Please repeat exactly the lines below from the one containing "M384 675 406 691 397 704 375 688Z" down to the one containing "M185 776 461 958", both included, and nothing else.

Saved data entries
════

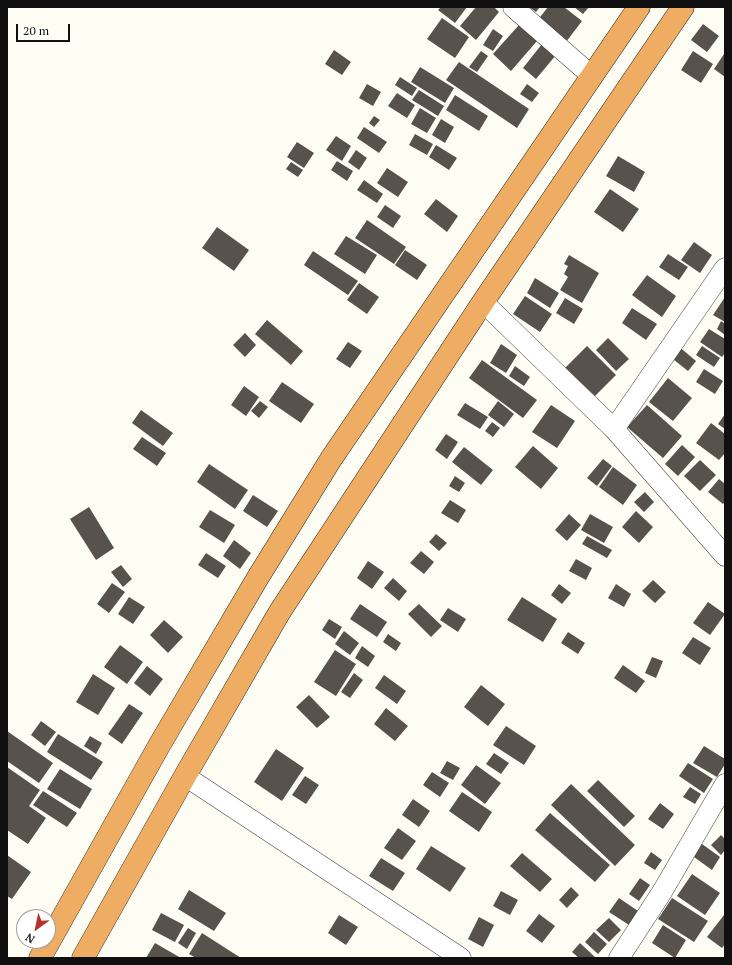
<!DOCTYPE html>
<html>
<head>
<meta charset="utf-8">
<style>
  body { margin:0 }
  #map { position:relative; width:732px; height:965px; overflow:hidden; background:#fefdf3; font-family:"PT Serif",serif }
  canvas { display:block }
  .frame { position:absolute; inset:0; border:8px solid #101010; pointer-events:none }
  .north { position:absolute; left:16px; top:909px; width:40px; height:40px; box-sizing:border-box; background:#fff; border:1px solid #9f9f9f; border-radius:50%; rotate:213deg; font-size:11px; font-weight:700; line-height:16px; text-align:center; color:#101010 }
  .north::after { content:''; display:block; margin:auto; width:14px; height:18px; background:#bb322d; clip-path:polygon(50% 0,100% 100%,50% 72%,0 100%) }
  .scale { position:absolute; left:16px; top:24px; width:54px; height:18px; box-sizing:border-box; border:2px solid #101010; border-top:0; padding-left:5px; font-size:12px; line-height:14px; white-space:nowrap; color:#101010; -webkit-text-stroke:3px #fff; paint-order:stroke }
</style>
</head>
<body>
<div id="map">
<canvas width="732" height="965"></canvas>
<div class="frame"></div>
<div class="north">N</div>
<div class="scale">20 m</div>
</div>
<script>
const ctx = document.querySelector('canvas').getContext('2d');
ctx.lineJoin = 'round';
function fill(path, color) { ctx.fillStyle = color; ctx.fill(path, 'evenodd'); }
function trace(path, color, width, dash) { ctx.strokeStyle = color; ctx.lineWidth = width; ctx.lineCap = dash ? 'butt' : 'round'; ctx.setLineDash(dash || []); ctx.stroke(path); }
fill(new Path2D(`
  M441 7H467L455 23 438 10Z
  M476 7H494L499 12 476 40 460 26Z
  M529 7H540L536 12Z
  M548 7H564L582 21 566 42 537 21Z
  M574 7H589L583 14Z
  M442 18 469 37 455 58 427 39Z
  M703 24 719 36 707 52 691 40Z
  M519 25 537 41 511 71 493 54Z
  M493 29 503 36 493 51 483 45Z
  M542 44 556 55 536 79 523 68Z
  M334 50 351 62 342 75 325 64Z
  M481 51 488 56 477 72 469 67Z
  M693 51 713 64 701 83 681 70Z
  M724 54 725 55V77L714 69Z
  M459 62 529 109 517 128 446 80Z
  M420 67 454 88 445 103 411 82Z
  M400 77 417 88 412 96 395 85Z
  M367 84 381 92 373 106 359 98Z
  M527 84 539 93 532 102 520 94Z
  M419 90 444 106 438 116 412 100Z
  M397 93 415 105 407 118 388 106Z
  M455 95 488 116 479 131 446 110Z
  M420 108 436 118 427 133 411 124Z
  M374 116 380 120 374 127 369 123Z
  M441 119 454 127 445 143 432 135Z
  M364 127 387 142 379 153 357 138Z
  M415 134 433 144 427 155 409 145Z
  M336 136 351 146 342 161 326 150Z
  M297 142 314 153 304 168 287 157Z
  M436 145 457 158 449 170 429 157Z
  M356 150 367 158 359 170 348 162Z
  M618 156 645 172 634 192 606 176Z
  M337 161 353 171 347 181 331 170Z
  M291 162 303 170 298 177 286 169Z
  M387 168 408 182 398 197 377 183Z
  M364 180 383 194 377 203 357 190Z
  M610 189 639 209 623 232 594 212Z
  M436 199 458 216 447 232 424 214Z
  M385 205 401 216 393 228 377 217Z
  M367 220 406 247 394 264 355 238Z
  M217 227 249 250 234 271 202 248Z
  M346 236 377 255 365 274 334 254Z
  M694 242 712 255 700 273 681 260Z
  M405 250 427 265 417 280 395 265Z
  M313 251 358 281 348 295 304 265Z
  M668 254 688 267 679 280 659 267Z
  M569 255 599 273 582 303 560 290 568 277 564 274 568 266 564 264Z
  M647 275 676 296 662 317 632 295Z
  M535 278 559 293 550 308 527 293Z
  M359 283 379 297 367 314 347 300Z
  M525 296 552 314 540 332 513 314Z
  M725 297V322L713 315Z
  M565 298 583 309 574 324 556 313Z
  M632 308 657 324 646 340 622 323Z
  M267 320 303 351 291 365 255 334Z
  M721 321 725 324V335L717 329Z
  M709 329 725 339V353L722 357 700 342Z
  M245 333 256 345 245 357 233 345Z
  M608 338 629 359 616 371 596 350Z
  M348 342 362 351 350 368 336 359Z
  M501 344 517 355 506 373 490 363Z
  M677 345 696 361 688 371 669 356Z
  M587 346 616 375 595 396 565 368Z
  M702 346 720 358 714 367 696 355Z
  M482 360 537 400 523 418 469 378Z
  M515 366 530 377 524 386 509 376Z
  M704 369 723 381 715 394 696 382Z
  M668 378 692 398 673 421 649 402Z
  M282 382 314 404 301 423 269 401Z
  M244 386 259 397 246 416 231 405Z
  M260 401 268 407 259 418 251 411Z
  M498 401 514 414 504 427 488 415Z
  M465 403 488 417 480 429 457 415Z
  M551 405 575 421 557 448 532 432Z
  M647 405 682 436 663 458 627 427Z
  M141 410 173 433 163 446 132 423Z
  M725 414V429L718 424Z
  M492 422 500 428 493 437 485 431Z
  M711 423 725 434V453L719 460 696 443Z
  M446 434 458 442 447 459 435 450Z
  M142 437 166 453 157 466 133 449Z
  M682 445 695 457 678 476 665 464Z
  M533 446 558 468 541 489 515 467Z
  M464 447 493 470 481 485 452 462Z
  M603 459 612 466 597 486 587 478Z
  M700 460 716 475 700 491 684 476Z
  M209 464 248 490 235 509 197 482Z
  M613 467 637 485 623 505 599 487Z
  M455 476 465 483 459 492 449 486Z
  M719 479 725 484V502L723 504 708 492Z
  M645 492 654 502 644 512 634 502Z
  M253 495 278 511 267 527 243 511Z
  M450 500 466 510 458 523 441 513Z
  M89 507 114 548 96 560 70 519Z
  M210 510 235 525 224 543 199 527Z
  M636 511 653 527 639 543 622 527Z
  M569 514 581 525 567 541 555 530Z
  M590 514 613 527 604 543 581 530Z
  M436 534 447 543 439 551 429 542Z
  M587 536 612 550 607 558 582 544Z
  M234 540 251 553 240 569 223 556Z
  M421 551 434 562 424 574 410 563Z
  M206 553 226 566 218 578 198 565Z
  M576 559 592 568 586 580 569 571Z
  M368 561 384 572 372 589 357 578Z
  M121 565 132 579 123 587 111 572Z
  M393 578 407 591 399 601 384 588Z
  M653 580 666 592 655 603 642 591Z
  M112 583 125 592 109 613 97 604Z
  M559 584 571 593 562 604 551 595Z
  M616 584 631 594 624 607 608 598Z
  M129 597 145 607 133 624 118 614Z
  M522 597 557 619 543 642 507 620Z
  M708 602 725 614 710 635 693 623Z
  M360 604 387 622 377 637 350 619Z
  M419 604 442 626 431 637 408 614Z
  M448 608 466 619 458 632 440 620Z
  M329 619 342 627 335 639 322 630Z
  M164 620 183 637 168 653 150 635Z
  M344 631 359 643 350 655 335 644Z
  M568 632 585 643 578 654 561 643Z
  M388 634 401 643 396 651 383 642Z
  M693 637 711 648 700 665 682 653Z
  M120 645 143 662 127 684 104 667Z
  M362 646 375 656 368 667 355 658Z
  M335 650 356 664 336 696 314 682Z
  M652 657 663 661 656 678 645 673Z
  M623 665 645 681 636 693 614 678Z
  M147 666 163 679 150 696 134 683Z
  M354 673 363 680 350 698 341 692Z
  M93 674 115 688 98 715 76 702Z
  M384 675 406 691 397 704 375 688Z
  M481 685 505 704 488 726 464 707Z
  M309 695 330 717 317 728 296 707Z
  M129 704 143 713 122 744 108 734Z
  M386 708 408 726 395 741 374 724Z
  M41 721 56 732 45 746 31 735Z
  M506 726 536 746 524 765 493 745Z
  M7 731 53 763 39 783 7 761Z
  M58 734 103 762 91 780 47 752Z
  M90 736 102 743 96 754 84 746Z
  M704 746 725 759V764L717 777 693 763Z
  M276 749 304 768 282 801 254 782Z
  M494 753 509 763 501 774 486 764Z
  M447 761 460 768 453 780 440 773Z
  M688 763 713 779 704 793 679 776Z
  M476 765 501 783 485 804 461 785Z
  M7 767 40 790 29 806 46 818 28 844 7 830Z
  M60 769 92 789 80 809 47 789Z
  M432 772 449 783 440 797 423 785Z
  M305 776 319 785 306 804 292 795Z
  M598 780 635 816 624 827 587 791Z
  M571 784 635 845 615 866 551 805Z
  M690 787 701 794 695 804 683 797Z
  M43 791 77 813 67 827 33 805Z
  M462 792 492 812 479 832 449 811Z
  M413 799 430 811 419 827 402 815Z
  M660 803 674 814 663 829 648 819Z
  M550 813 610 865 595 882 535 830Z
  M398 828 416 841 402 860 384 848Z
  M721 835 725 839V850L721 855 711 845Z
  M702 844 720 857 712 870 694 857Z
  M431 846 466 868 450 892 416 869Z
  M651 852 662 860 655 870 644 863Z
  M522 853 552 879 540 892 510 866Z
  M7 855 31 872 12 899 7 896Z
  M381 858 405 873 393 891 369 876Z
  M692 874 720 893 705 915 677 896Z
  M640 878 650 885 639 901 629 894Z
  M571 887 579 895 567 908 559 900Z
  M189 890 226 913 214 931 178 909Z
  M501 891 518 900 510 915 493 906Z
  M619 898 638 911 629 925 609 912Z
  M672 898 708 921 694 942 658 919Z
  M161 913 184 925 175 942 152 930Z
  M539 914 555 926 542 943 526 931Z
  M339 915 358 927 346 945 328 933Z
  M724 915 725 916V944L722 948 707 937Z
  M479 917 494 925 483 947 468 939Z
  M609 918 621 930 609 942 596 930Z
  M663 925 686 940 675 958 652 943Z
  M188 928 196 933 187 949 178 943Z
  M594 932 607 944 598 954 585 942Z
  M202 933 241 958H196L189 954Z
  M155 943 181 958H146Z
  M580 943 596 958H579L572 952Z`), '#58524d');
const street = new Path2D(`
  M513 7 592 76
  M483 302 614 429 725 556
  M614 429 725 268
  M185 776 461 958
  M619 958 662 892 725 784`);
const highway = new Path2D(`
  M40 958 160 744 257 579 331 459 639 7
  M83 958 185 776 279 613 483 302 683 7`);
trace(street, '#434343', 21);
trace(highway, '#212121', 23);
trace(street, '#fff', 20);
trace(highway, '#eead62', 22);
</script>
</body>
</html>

════

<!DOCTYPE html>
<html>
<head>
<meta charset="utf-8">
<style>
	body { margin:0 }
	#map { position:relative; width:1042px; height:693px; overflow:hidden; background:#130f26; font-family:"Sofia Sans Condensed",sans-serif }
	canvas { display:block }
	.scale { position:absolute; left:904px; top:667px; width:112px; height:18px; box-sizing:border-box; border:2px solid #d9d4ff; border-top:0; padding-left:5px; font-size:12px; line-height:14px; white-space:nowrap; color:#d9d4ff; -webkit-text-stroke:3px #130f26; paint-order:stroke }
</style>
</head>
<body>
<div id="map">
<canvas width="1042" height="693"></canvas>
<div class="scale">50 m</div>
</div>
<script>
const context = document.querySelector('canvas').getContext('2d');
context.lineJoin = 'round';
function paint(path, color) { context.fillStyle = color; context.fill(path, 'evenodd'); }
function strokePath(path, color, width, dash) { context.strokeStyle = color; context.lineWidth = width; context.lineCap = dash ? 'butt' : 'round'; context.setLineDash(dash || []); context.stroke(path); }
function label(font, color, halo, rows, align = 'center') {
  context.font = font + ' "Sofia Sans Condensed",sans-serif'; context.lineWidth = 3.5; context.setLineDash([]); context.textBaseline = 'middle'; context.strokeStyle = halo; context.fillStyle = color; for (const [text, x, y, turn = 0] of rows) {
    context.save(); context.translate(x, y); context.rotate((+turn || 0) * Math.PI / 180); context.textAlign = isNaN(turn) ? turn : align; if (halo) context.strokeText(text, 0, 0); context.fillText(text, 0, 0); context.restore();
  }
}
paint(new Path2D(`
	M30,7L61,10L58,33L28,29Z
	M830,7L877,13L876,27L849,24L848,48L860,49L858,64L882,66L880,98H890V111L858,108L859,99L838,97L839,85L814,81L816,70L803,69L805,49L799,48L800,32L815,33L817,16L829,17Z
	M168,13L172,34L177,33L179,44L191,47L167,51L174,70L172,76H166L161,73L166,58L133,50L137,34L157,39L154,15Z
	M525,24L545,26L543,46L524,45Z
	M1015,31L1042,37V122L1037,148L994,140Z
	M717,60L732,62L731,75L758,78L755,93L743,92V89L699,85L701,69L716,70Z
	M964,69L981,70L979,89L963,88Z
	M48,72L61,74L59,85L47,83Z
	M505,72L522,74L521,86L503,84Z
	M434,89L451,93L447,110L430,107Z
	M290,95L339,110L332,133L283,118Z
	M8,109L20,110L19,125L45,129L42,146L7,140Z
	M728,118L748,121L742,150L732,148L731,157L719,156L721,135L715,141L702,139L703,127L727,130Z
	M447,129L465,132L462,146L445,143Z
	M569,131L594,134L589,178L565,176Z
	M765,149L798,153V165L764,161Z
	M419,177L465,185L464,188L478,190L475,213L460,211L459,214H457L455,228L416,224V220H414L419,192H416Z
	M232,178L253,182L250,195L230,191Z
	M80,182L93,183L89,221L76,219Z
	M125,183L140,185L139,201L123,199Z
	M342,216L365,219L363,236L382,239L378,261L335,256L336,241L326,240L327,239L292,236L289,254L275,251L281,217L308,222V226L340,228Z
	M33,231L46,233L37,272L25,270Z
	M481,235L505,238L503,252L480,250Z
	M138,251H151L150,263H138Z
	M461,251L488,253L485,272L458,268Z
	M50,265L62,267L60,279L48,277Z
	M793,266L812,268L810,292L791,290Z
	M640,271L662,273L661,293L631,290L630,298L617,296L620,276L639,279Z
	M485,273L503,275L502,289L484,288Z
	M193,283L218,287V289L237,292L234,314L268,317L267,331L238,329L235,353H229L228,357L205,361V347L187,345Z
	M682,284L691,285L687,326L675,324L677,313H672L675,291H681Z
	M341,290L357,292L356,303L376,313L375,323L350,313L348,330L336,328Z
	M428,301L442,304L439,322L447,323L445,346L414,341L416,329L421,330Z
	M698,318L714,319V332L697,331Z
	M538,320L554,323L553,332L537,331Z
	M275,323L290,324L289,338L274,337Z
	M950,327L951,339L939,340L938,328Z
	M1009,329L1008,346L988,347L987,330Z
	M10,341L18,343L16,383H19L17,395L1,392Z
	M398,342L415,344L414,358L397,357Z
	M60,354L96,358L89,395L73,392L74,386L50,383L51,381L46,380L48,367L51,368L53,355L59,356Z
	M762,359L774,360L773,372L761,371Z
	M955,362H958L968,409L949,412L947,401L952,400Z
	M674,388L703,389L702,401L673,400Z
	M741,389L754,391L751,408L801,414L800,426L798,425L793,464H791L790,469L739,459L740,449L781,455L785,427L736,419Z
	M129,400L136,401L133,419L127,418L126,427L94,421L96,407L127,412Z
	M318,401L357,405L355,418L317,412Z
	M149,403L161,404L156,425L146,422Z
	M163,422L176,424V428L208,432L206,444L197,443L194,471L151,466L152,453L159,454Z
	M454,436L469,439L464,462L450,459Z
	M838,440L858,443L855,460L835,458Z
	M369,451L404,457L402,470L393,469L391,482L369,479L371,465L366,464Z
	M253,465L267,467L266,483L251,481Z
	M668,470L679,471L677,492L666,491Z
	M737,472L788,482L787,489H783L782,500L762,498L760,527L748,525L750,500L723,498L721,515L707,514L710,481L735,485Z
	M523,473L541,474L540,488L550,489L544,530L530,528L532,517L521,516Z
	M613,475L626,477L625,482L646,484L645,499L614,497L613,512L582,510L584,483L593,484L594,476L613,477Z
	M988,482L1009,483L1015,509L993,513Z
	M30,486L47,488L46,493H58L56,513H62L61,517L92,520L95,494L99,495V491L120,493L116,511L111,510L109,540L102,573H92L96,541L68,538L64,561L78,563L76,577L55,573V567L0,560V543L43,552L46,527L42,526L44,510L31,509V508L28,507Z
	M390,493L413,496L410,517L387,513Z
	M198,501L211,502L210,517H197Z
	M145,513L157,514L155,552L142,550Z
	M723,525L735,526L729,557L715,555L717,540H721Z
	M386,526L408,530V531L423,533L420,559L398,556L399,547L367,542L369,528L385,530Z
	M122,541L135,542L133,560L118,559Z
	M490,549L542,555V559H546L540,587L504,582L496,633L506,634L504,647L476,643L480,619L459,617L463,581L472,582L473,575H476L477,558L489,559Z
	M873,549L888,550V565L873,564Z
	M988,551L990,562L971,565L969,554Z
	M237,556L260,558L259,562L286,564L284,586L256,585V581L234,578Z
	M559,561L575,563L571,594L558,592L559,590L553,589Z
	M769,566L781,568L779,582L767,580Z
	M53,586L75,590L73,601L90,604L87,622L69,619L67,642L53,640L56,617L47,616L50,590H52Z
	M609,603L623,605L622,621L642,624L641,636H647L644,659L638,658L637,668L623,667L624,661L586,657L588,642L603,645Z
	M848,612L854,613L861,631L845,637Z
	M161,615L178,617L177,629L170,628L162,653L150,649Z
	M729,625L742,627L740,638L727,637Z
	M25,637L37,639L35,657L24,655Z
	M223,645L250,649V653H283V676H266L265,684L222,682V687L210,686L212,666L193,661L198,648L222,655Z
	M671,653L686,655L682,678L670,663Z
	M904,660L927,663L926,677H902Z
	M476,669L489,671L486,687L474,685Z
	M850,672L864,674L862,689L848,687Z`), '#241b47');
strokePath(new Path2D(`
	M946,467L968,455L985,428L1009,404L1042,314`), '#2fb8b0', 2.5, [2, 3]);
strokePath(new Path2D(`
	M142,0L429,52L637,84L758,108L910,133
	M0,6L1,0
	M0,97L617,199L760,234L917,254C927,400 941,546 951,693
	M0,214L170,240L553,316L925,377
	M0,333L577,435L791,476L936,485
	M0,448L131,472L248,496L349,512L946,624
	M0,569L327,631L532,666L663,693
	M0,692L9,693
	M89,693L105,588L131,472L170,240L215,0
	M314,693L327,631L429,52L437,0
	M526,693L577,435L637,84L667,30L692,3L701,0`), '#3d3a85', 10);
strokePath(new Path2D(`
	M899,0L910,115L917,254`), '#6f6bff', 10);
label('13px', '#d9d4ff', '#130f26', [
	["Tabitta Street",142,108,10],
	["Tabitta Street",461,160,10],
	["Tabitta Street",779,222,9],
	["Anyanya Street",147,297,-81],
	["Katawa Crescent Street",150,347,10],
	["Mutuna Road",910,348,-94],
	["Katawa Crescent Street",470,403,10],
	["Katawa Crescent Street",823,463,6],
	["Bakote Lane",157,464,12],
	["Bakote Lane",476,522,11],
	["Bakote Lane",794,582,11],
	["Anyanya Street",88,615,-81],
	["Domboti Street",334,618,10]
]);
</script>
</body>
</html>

════

§ **Task answer**:
  M384 675 406 691 397 704 375 688Z
  M481 685 505 704 488 726 464 707Z
  M309 695 330 717 317 728 296 707Z
  M129 704 143 713 122 744 108 734Z
  M386 708 408 726 395 741 374 724Z
  M41 721 56 732 45 746 31 735Z
  M506 726 536 746 524 765 493 745Z
  M7 731 53 763 39 783 7 761Z
  M58 734 103 762 91 780 47 752Z
  M90 736 102 743 96 754 84 746Z
  M704 746 725 759V764L717 777 693 763Z
  M276 749 304 768 282 801 254 782Z
  M494 753 509 763 501 774 486 764Z
  M447 761 460 768 453 780 440 773Z
  M688 763 713 779 704 793 679 776Z
  M476 765 501 783 485 804 461 785Z
  M7 767 40 790 29 806 46 818 28 844 7 830Z
  M60 769 92 789 80 809 47 789Z
  M432 772 449 783 440 797 423 785Z
  M305 776 319 785 306 804 292 795Z
  M598 780 635 816 624 827 587 791Z
  M571 784 635 845 615 866 551 805Z
  M690 787 701 794 695 804 683 797Z
  M43 791 77 813 67 827 33 805Z
  M462 792 492 812 479 832 449 811Z
  M413 799 430 811 419 827 402 815Z
  M660 803 674 814 663 829 648 819Z
  M550 813 610 865 595 882 535 830Z
  M398 828 416 841 402 860 384 848Z
  M721 835 725 839V850L721 855 711 845Z
  M702 844 720 857 712 870 694 857Z
  M431 846 466 868 450 892 416 869Z
  M651 852 662 860 655 870 644 863Z
  M522 853 552 879 540 892 510 866Z
  M7 855 31 872 12 899 7 896Z
  M381 858 405 873 393 891 369 876Z
  M692 874 720 893 705 915 677 896Z
  M640 878 650 885 639 901 629 894Z
  M571 887 579 895 567 908 559 900Z
  M189 890 226 913 214 931 178 909Z
  M501 891 518 900 510 915 493 906Z
  M619 898 638 911 629 925 609 912Z
  M672 898 708 921 694 942 658 919Z
  M161 913 184 925 175 942 152 930Z
  M539 914 555 926 542 943 526 931Z
  M339 915 358 927 346 945 328 933Z
  M724 915 725 916V944L722 948 707 937Z
  M479 917 494 925 483 947 468 939Z
  M609 918 621 930 609 942 596 930Z
  M663 925 686 940 675 958 652 943Z
  M188 928 196 933 187 949 178 943Z
  M594 932 607 944 598 954 585 942Z
  M202 933 241 958H196L189 954Z
  M155 943 181 958H146Z
  M580 943 596 958H579L572 952Z`), '#58524d');
const street = new Path2D(`
  M513 7 592 76
  M483 302 614 429 725 556
  M614 429 725 268
  M185 776 461 958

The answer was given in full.